Двое рожденных Настей детей умерли, не дожив и до года.
— Вот ведь выбрал себе доходягу! — шептались соседи. — Столько девчат вокруг, а он приволок эту щепку! Вот останется без наследника, как пить дать, останется!
Но родился Андрей. Он был третьим и последним, произведенным на свет Настей ребенком. Горластый, краснощекий, с сыпью по щекам и крепкими кулачками, мальчишка сразу дал понять, что жить на этой земле будет еще долго. Михаил пестовал сына, баловал его и ни разу даже руки не поднял на шаловливого отпрыска. Андрей платил отцу преданностью и лаской. Дождавшись, когда батя покажется на дороге, ведущей к дому, Андрюша соскакивал с крыльца и кубарем летел отцу навстречу. Тот подхватывал мальчонку, сажал к себе на плечи, и так они шли домой. А Настя, кутаясь в платок, уже встречала своих мужиков, слабо улыбаясь…
Михаил похоронил жену два года назад. Настя простудилась поздней осенью, все храбрилась, пока не слегла с жаром и булькающим, страшным кашлем. Михаил, подхватив ее на руки и велев Андрею ждать дома, отвез женщину в больницу. Той же ночью Настя скончалась…
Домой Михаил вернулся пьяный, бил всё вокруг подвернувшейся под руку доской, орал и матерился, заставляя кур в испуге разбегаться по углам, а потом завыл, уткнувшись в вихрастую, пахнущую крапивой голову сына.
Андрей замер тогда, сжимаемый отцовскими руками, сердце бешено стучало, в голове гудело, а по спине ползли холодные, горькие мурашки.
— Нет больше нашей мамки… Нет! Понимаешь ты? Нет! Нет! Нет! — Михаил схватил сына за волосы и крепко прижал его голову к своей груди.
Гулко стучало Мишино сердце, ухало и на миг останавливалось, а Андрюша, не смея пошевелиться, жмурился от соленых, жгучих слез…
С тех пор Мишу как подменили. Нет, он и раньше выпивал, но маленько, боялся расстроить Настю. Теперь же по дороге домой всегда заходил в магазин, к Зинке Егоровой, покупал бутылку и брел домой.
Пока был трезвый, сына жалел, гладил по спине и приговаривал, что мамка им гордится, а как помутнеют отцовские глаза, так Андрюше и жизни нет, как будто он виноват во всем, что случилось.
Устав от отцовских запоев, Андрей стал встречать Мишу с работы, все уговаривал не заходить к Зинке, а идти ужинать домой, но сама Зина, ещё издалека завидев постоянного покупателя, выходила на дорогу, улыбалась и подносила мужчине товар.

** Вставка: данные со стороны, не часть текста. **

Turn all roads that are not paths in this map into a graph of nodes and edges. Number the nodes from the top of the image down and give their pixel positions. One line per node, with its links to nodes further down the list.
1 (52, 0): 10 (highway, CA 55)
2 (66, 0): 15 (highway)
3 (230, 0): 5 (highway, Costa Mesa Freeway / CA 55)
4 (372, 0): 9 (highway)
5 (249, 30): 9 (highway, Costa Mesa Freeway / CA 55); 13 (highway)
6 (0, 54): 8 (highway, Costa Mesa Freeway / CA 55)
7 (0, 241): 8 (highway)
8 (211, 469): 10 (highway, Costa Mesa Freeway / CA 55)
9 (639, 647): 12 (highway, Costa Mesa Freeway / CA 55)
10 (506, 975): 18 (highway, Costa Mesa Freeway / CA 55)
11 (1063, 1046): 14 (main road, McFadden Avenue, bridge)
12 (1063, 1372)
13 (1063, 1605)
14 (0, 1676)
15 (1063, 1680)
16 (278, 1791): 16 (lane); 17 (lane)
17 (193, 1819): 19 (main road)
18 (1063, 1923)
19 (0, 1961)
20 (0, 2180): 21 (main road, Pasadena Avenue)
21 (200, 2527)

— Зачем вы, тетя Зина?! Мы к вам не собирались! Папа, пойдем дальше! Папа! — Андрюша с ненавистью смотрел на женщину, пытаясь всучить бутылку ей обратно.
Но Михаил отталкивал руки сына и, вынув из кармана смятые бумажки, совал их довольной продавщице.

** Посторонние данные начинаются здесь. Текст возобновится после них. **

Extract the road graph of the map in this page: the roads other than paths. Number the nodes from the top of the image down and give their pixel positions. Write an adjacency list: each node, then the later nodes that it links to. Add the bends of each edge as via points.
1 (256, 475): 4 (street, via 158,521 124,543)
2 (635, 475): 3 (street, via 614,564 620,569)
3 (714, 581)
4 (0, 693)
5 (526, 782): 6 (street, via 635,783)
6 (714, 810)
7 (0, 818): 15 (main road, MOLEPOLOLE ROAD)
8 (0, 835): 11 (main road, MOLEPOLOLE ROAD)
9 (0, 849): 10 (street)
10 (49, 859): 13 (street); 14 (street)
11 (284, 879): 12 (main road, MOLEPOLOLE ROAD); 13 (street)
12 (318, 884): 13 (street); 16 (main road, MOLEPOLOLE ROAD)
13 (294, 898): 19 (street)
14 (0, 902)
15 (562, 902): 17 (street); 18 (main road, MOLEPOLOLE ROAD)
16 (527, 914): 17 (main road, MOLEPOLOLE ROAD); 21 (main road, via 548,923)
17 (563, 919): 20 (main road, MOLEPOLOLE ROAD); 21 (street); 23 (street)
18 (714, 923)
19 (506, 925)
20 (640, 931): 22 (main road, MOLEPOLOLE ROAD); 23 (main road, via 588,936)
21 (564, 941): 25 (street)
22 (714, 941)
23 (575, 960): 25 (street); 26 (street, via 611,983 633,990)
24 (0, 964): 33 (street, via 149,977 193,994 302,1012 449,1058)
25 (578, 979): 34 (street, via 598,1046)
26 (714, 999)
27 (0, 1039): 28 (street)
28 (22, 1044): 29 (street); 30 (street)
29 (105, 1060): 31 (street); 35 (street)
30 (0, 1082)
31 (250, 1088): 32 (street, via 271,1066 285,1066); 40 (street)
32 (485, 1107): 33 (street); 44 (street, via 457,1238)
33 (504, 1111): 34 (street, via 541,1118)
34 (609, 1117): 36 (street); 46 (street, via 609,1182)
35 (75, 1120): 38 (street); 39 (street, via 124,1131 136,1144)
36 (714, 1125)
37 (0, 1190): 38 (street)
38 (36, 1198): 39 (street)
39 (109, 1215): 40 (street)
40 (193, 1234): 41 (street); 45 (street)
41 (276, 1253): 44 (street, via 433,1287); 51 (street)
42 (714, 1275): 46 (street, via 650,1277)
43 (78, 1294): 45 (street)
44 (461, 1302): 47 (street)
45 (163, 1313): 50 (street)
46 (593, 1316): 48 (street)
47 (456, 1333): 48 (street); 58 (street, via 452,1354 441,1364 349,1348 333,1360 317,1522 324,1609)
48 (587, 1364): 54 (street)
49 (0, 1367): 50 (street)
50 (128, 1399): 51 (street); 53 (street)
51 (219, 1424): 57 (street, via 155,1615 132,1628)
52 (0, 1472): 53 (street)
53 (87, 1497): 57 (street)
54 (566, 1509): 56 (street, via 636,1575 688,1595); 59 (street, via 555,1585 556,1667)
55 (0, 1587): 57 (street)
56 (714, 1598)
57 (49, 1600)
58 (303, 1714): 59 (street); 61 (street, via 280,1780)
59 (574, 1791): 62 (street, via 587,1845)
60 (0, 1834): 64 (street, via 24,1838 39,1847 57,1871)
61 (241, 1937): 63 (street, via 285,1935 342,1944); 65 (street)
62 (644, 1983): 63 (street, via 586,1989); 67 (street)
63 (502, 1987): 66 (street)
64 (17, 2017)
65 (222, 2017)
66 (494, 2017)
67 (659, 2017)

— Мож, пригласишь когда? — приподняв брови, шепчет она Мише. Но тот только мотает головой. Зинка ему не нравится, страшная, перекошенная, пахнущая керосином, она никогда не займет место Насти…
— Спасибо, Зин. До завтра…
… Тучи совсем затянули небо. В сарае повисла кромешная тьма.
— Ладно, пойду я отца укладывать. Ночи студеные, а он, вон, на крыльце сидит. Захворает… — вздыхая, Андрей встает и, потрепав Тосю по короткой стрижке, ласково говорит напоследок:
— Спасибо тебе. А огурцы у твоей матери, и правда, сладкие! Я отработаю. Завтра с утра крапиву у вас за забором покошу.
Мальчик ныряет в черноту дверного проёма, идет по тропинке к дому, а Тося всё смотрит ему вслед, дотрагивается до волос, по которым только что прошлась шершавая рука соседа, и улыбается. Первая, глупая детская любовь трепещет в ее сердечке, не зная, как выбраться оттуда наружу…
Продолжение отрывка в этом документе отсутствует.